The Fulbright application process is grueling: Skrodzka spent most of that month putting together her Fulbright proposal.
The application process calls for meticulous planning and a thorough understanding of the program’s mission of educational diplomacy.
“I was quite lucky to have senior scholars in the field who were able to mentor me on the process of the Fulbright application,” Skrodzka said. “Their advice and encouragement were invaluable.”
At Clemson, Skrodzka offers courses in the theory and history of film, Eastern European and Soviet cinema, gender and sexuality. She also co-directs the Cinema/Games Colloquium – a critical discussion forum for doctoral students in the Rhetorics, Communication and Information Design program. Her first monograph “Magic Realist Cinema in East Central Europe” (Edinburgh University Press, 2012) addresses the transition from communism to capitalism in Eastern European cinema.
Skrodzka has published in such journals as Third Text, Film Quarterly, Transnational Cinemas, and Studies in Eastern European Cinema. Skrodzka is now in the process of co-editeding a volume on communist visual cultures with 33 international contributors, “The Oxford Handbook of Communist Visual Cultures,” scheduled to be published in 2019 by Oxford University Press.

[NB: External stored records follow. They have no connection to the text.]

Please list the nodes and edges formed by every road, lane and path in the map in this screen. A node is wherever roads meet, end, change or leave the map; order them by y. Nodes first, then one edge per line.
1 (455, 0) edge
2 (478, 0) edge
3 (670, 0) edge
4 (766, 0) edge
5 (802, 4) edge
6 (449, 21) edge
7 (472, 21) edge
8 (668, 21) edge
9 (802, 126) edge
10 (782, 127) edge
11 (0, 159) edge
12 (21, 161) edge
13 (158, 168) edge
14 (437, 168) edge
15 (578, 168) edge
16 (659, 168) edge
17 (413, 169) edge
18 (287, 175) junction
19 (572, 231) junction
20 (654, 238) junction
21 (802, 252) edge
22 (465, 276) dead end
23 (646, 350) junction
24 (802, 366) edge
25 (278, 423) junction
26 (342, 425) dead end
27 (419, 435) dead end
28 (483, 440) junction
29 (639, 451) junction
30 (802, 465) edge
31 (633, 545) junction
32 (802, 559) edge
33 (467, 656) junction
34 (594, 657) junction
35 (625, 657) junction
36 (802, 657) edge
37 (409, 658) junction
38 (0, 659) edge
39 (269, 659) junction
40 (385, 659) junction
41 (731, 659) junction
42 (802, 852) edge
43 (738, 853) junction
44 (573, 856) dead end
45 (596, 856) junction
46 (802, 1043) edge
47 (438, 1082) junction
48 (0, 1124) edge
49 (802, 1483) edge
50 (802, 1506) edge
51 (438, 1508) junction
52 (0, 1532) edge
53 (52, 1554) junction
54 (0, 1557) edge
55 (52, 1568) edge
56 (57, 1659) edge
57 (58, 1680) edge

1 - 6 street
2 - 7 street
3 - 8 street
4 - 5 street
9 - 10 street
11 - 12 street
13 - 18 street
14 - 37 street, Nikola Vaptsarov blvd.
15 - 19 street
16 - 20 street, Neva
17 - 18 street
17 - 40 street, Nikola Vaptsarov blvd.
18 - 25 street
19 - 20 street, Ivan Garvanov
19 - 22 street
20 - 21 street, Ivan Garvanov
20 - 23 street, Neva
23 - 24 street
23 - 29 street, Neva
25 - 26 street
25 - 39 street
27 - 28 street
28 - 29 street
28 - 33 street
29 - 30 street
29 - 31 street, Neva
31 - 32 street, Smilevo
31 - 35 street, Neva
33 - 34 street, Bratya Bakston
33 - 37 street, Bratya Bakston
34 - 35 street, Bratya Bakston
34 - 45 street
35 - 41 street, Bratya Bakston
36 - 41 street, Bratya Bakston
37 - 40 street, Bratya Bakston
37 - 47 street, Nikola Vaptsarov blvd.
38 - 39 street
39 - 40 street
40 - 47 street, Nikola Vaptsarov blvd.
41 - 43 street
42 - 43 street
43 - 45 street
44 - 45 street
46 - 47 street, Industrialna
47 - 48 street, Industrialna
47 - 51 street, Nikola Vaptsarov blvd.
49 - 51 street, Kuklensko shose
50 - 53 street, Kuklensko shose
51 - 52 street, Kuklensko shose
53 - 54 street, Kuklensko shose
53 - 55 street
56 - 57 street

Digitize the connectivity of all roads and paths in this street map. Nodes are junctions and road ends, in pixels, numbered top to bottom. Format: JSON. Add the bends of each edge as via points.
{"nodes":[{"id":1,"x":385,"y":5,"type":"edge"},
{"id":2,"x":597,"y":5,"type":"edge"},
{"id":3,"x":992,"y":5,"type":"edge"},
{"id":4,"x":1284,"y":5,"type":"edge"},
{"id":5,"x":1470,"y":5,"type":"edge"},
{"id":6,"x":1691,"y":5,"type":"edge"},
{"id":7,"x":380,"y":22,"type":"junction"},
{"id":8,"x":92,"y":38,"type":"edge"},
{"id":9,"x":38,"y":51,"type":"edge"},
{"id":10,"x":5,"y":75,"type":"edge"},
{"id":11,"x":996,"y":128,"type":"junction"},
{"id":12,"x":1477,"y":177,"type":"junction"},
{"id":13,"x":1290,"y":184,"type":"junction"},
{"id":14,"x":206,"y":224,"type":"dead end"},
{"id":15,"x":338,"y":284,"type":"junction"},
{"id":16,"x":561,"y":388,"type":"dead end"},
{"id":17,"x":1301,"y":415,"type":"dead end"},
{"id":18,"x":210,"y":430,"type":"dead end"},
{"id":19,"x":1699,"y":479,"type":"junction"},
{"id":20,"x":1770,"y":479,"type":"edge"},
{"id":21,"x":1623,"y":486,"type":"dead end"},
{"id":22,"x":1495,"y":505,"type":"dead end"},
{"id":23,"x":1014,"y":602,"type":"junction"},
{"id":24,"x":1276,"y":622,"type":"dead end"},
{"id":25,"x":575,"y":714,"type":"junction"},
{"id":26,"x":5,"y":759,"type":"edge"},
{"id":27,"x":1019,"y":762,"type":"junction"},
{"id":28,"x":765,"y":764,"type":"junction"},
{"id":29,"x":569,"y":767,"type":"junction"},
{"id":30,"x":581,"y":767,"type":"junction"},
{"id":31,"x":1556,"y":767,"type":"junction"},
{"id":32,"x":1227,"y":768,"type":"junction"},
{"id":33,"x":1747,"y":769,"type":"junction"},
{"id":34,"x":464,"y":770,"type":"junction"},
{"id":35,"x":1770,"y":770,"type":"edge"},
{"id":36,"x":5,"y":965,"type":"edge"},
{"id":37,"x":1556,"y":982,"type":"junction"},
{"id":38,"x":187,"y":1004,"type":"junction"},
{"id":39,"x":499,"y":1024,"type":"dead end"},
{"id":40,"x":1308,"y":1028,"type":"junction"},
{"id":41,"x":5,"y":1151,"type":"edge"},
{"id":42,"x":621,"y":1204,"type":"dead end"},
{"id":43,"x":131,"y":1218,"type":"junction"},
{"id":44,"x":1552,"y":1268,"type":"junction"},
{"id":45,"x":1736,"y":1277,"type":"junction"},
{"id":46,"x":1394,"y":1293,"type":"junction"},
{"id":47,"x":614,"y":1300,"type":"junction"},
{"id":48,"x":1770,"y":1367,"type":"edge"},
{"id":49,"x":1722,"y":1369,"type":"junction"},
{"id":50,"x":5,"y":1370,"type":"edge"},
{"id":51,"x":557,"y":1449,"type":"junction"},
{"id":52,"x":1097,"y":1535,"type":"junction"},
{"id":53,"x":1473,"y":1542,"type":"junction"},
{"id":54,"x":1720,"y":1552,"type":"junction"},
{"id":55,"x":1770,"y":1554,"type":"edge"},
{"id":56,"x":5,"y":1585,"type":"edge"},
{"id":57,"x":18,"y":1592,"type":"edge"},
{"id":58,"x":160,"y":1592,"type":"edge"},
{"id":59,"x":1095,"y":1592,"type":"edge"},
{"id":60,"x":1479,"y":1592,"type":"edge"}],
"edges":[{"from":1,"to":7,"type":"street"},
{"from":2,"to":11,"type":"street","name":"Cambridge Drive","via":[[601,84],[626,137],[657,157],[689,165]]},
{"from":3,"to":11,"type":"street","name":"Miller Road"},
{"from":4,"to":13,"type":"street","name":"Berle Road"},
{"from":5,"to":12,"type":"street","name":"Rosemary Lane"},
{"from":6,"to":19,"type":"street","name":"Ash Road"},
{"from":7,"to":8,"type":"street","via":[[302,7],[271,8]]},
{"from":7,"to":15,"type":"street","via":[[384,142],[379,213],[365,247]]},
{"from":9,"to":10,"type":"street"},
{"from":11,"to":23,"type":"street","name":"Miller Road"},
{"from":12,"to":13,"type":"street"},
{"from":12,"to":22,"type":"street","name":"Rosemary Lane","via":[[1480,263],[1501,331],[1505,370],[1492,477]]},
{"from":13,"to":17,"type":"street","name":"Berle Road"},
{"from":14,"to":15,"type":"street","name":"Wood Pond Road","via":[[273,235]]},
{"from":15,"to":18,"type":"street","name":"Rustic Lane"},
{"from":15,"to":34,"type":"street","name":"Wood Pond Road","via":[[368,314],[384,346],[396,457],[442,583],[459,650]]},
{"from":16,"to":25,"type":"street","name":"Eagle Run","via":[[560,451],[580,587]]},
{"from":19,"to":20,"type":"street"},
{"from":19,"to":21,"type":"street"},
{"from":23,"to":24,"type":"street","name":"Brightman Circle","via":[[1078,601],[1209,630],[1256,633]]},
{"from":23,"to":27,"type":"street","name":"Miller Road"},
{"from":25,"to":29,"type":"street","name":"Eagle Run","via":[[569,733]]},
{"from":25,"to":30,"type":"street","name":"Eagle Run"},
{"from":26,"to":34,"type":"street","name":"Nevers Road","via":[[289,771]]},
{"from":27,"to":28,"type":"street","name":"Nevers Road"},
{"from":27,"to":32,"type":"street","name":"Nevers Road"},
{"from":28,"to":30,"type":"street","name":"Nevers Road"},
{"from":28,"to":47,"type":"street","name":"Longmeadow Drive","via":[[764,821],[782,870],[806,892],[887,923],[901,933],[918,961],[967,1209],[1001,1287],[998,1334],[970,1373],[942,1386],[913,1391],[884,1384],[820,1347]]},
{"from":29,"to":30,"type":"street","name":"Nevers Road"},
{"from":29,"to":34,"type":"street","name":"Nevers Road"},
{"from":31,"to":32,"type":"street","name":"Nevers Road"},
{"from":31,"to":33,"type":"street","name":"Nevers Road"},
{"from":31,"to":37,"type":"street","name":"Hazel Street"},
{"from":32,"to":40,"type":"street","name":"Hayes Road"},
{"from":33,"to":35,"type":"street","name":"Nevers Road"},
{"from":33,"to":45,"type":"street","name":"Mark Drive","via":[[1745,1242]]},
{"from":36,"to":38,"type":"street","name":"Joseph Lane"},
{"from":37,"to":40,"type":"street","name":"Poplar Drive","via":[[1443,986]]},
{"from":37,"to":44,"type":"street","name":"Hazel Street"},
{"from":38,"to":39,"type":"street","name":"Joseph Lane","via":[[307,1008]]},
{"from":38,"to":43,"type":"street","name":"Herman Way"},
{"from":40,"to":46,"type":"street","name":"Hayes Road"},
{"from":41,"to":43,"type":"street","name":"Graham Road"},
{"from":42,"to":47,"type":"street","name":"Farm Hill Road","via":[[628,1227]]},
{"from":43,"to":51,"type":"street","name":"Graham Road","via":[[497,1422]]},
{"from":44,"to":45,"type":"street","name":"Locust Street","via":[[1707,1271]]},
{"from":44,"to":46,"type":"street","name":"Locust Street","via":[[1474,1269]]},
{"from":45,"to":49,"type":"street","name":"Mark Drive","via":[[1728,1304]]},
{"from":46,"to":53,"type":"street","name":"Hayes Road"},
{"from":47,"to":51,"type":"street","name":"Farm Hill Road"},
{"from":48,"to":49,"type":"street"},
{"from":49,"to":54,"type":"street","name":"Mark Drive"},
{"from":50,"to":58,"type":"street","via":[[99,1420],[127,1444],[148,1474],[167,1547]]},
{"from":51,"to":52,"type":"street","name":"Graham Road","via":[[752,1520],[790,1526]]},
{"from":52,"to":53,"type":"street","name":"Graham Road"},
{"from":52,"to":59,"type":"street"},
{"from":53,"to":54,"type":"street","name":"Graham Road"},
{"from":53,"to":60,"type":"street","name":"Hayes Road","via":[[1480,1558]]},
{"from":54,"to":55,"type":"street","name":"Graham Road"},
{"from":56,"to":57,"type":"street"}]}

The Fulbright Program, funded by Congress and the U.S. Department of State, is the U.S. government’s flagship international educational exchange program. It operates in more than 160 countries and is designed to build lasting connections between the people of the United States and people of other countries. Since 1946, the program has given more than 380,000 students, scholars, teachers, artists and scientists the opportunity to study, teach, conduct research and contribute to finding solutions to shared international concerns.